The banquet was over, Lord Landry’s soldiers dozing in their chairs or stumbling off into dark comers to sleep on pallets. Only the lord’s family remained-they and Nellda-all frozen in their chairs by his glacier-blue eyes, eyes that darted suspiciously from one to the next-weighing, judging, finding everyone wanting.

Derina looked only at her plate.

Landry took a long drink of plundered brandy. He had been drinking all night but the effects were slight: a shining of the forehead, a slow deliberation of speech. “Where is the son I need?” he said.

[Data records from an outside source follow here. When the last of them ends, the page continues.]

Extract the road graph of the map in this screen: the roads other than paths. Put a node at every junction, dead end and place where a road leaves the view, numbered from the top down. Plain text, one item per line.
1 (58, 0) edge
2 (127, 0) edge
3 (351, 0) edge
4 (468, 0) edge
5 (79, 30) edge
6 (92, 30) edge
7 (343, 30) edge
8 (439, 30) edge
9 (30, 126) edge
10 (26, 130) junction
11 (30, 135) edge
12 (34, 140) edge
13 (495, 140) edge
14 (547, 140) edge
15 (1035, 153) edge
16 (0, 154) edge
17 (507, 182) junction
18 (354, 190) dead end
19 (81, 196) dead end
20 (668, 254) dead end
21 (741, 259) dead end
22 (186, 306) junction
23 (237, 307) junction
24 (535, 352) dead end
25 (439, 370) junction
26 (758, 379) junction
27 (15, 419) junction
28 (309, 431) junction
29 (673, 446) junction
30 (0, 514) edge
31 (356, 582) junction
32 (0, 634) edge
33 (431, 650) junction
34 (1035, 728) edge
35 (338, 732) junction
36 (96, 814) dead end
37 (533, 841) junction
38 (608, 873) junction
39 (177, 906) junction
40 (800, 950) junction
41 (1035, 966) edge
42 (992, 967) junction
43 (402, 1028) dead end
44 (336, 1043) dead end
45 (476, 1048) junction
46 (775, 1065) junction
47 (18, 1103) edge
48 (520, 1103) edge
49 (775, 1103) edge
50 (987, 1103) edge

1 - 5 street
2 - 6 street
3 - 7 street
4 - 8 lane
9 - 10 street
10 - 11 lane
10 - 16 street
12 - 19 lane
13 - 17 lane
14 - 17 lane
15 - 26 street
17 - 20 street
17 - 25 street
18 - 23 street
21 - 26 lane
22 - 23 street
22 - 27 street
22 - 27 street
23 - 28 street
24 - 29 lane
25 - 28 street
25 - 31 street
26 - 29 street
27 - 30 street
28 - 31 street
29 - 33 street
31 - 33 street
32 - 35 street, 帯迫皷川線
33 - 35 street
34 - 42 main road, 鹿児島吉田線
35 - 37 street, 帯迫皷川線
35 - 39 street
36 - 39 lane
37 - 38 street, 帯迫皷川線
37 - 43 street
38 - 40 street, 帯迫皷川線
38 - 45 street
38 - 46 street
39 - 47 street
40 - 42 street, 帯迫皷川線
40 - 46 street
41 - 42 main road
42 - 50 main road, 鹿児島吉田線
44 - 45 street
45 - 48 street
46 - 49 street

Reeve looked up in surprise from his own cup-he had thought he was the favored one tonight. He swallowed, tried to think how to respond, decided to speak, and said the wrong thing.

Anything, Derina knew, would have been the wrong thing.

“I’ll be the son you want, Father.”

Landry swung toward his younger son, every bristle on his head erect. Slowly his tongue formed words to the song,

“See the little simpleton

He doesn't give a damn.

I wish I were a simpleton-

By God, perhaps I am!”

Reeve’s face flushed; his lower lip stuck out like a child’s. Landry went on: “Perhaps I am such a fool, begetting a child like you. You? D’you think killing a few camp followers makes you a man? D’you think you have the craft and cunning to hold on to anything I give you? Nay-you’ll piss it away in a week, on drink and gambling and girls from the Red Temple.”

Reeve turned away, face blood-red. Landry’s eyes roved the table, settled on his older son. ‘‘And you-what have you to say?”

Nothing, Derina knew. But the old man had him trapped, obliged him to speak.

“What d-d’you wish me to say?” Norward said.

Landry laughed. “Such an obedient boy! Bad eyes, bad tongue, no backbone. Other than that-” He laughed again. “The perfect heir!”

“Perhaps-” Kendra said, and made as if to rise.

Landry looked sidelong at his wife and feigned surprise. “Oh-are you still alive?” Laughing at his joke. “Damned if I can see why. I’d kill myself if I were as useless as you.”

“Perhaps it’s time to go to bed,” Kendra said primly.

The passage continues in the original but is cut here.